**Task goal**: Output every entry below word for word, without its pictures.

**Records provided**:
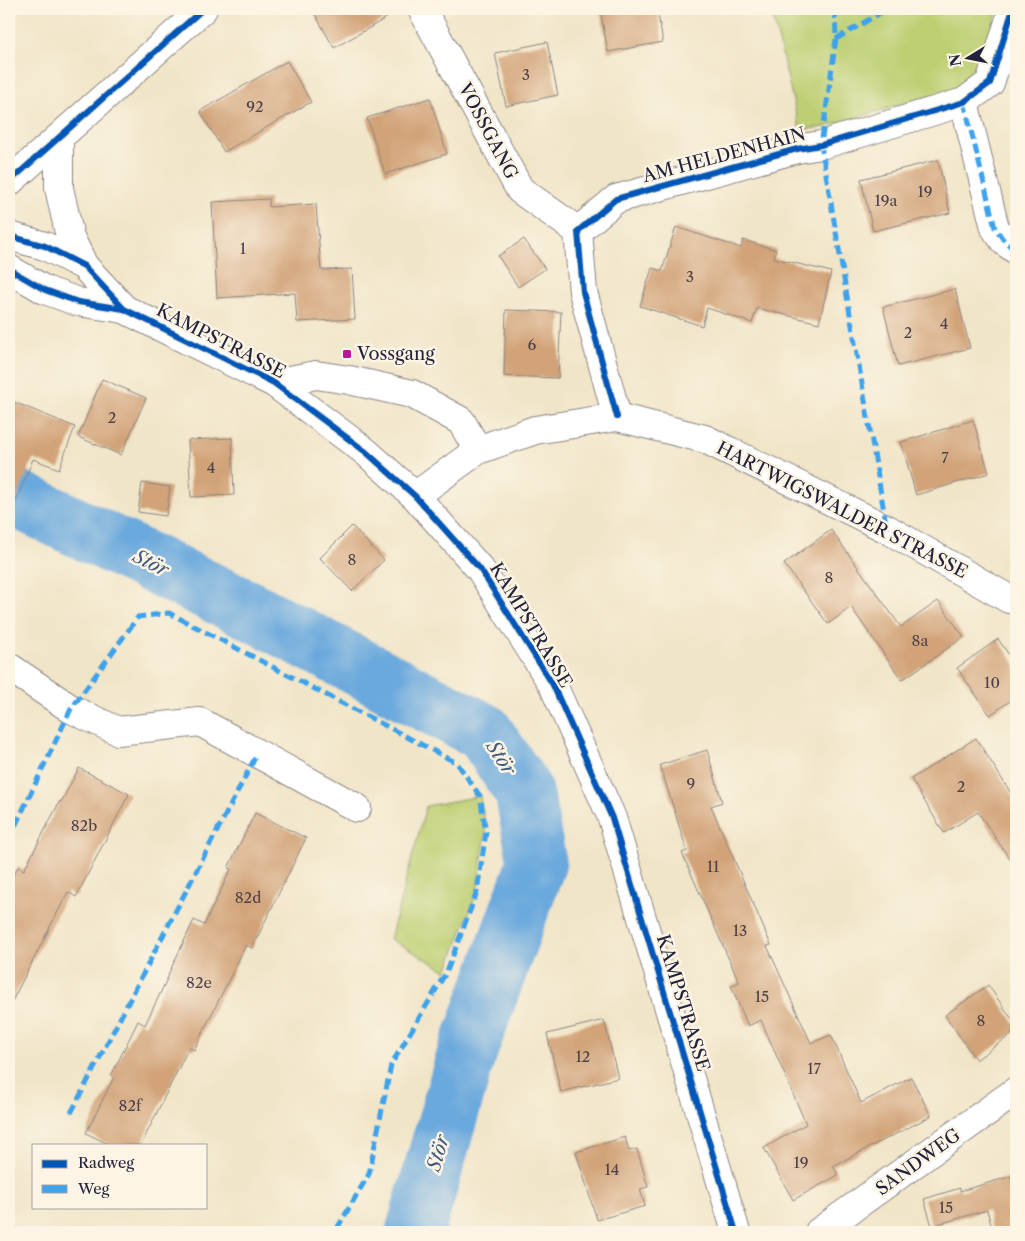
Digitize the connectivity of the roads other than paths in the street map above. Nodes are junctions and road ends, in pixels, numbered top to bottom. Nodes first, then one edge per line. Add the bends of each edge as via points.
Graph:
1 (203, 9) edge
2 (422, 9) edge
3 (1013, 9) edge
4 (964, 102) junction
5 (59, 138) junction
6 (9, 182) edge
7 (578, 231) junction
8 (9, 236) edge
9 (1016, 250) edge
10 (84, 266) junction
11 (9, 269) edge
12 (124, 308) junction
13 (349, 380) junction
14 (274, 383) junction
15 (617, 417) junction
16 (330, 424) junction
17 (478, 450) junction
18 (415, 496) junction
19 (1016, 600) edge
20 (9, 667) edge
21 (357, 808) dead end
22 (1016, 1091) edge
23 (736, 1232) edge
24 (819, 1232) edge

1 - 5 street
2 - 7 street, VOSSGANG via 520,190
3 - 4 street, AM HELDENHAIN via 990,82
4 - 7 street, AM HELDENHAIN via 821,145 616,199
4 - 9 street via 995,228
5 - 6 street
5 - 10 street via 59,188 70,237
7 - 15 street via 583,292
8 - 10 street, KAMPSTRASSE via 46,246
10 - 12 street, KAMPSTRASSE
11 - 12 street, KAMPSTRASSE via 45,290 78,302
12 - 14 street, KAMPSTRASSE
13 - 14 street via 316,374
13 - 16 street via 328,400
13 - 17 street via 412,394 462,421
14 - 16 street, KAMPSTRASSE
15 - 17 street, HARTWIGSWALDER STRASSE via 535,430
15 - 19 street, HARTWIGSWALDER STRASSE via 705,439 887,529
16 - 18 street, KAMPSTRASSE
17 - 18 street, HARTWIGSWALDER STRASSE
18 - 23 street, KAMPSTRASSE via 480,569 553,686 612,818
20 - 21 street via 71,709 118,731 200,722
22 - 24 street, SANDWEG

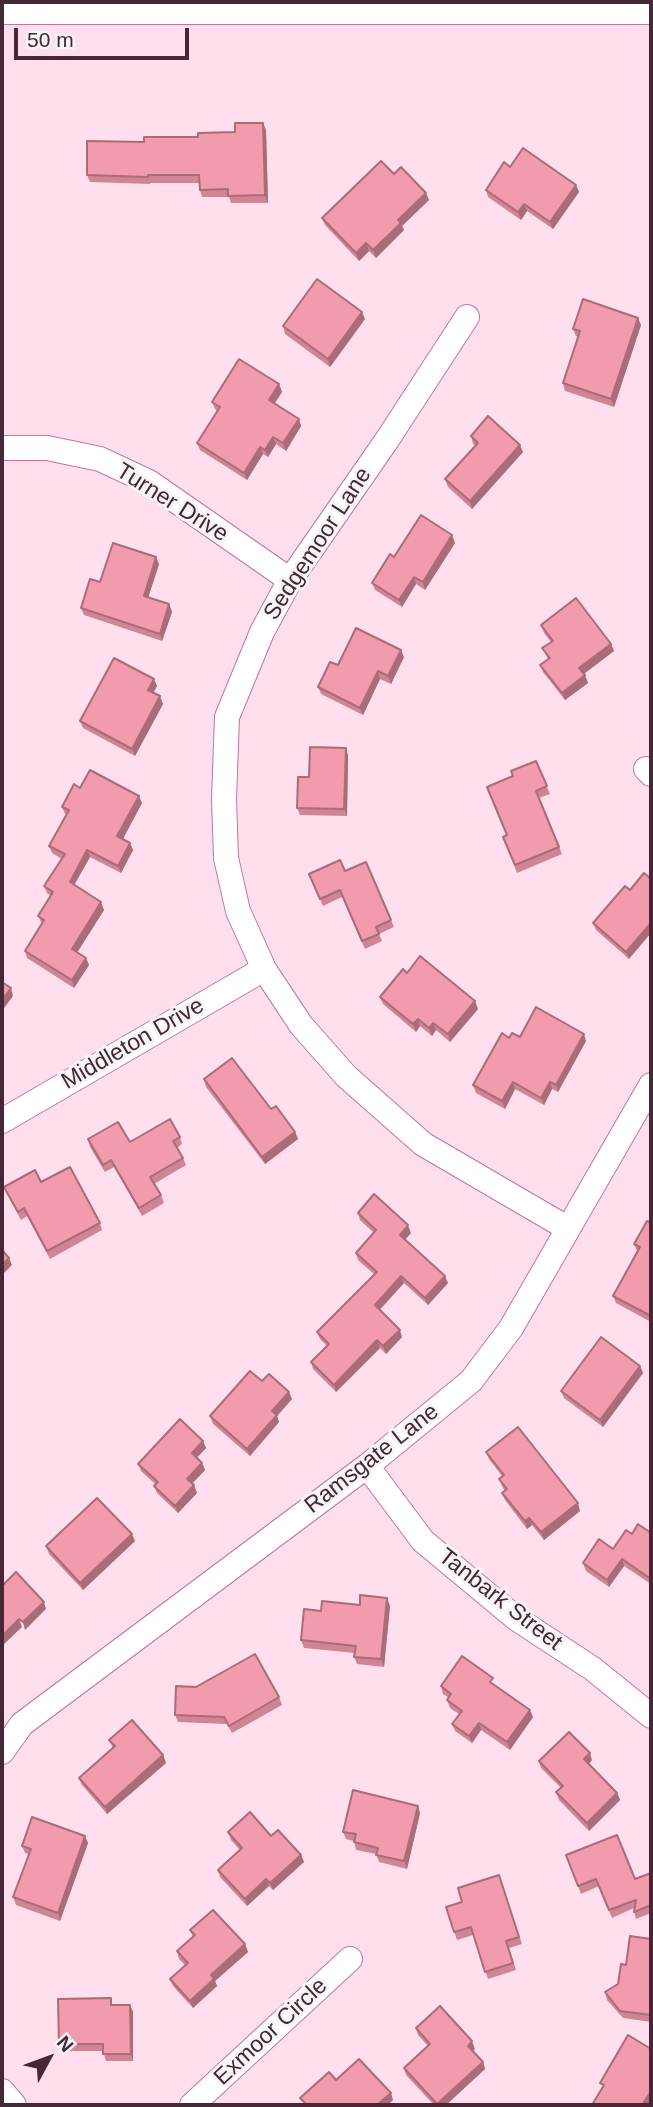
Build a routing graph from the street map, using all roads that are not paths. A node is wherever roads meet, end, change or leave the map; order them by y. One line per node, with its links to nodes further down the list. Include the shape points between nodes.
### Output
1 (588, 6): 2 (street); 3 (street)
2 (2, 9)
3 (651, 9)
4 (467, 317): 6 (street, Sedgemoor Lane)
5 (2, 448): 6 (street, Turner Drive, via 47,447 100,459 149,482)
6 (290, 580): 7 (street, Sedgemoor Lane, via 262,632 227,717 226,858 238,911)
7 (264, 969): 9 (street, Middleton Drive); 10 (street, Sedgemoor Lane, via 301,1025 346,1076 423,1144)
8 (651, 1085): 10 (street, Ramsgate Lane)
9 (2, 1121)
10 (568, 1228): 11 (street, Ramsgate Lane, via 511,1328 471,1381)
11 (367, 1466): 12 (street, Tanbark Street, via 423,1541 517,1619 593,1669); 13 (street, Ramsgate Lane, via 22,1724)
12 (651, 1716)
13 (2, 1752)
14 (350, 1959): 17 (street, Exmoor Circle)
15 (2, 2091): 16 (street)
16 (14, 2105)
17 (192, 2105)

**Reply to the task**:
Digitize the connectivity of the roads other than paths in the street map above. Nodes are junctions and road ends, in pixels, numbered top to bottom. Nodes first, then one edge per line. Add the bends of each edge as via points.
Graph:
1 (203, 9) edge
2 (422, 9) edge
3 (1013, 9) edge
4 (964, 102) junction
5 (59, 138) junction
6 (9, 182) edge
7 (578, 231) junction
8 (9, 236) edge
9 (1016, 250) edge
10 (84, 266) junction
11 (9, 269) edge
12 (124, 308) junction
13 (349, 380) junction
14 (274, 383) junction
15 (617, 417) junction
16 (330, 424) junction
17 (478, 450) junction
18 (415, 496) junction
19 (1016, 600) edge
20 (9, 667) edge
21 (357, 808) dead end
22 (1016, 1091) edge
23 (736, 1232) edge
24 (819, 1232) edge

1 - 5 street
2 - 7 street, VOSSGANG via 520,190
3 - 4 street, AM HELDENHAIN via 990,82
4 - 7 street, AM HELDENHAIN via 821,145 616,199
4 - 9 street via 995,228
5 - 6 street
5 - 10 street via 59,188 70,237
7 - 15 street via 583,292
8 - 10 street, KAMPSTRASSE via 46,246
10 - 12 street, KAMPSTRASSE
11 - 12 street, KAMPSTRASSE via 45,290 78,302
12 - 14 street, KAMPSTRASSE
13 - 14 street via 316,374
13 - 16 street via 328,400
13 - 17 street via 412,394 462,421
14 - 16 street, KAMPSTRASSE
15 - 17 street, HARTWIGSWALDER STRASSE via 535,430
15 - 19 street, HARTWIGSWALDER STRASSE via 705,439 887,529
16 - 18 street, KAMPSTRASSE
17 - 18 street, HARTWIGSWALDER STRASSE
18 - 23 street, KAMPSTRASSE via 480,569 553,686 612,818
20 - 21 street via 71,709 118,731 200,722
22 - 24 street, SANDWEG

Build a routing graph from the street map, using all roads that are not paths. A node is wherever roads meet, end, change or leave the map; order them by y. One line per node, with its links to nodes further down the list. Include the shape points between nodes.
### Output
1 (588, 6): 2 (street); 3 (street)
2 (2, 9)
3 (651, 9)
4 (467, 317): 6 (street, Sedgemoor Lane)
5 (2, 448): 6 (street, Turner Drive, via 47,447 100,459 149,482)
6 (290, 580): 7 (street, Sedgemoor Lane, via 262,632 227,717 226,858 238,911)
7 (264, 969): 9 (street, Middleton Drive); 10 (street, Sedgemoor Lane, via 301,1025 346,1076 423,1144)
8 (651, 1085): 10 (street, Ramsgate Lane)
9 (2, 1121)
10 (568, 1228): 11 (street, Ramsgate Lane, via 511,1328 471,1381)
11 (367, 1466): 12 (street, Tanbark Street, via 423,1541 517,1619 593,1669); 13 (street, Ramsgate Lane, via 22,1724)
12 (651, 1716)
13 (2, 1752)
14 (350, 1959): 17 (street, Exmoor Circle)
15 (2, 2091): 16 (street)
16 (14, 2105)
17 (192, 2105)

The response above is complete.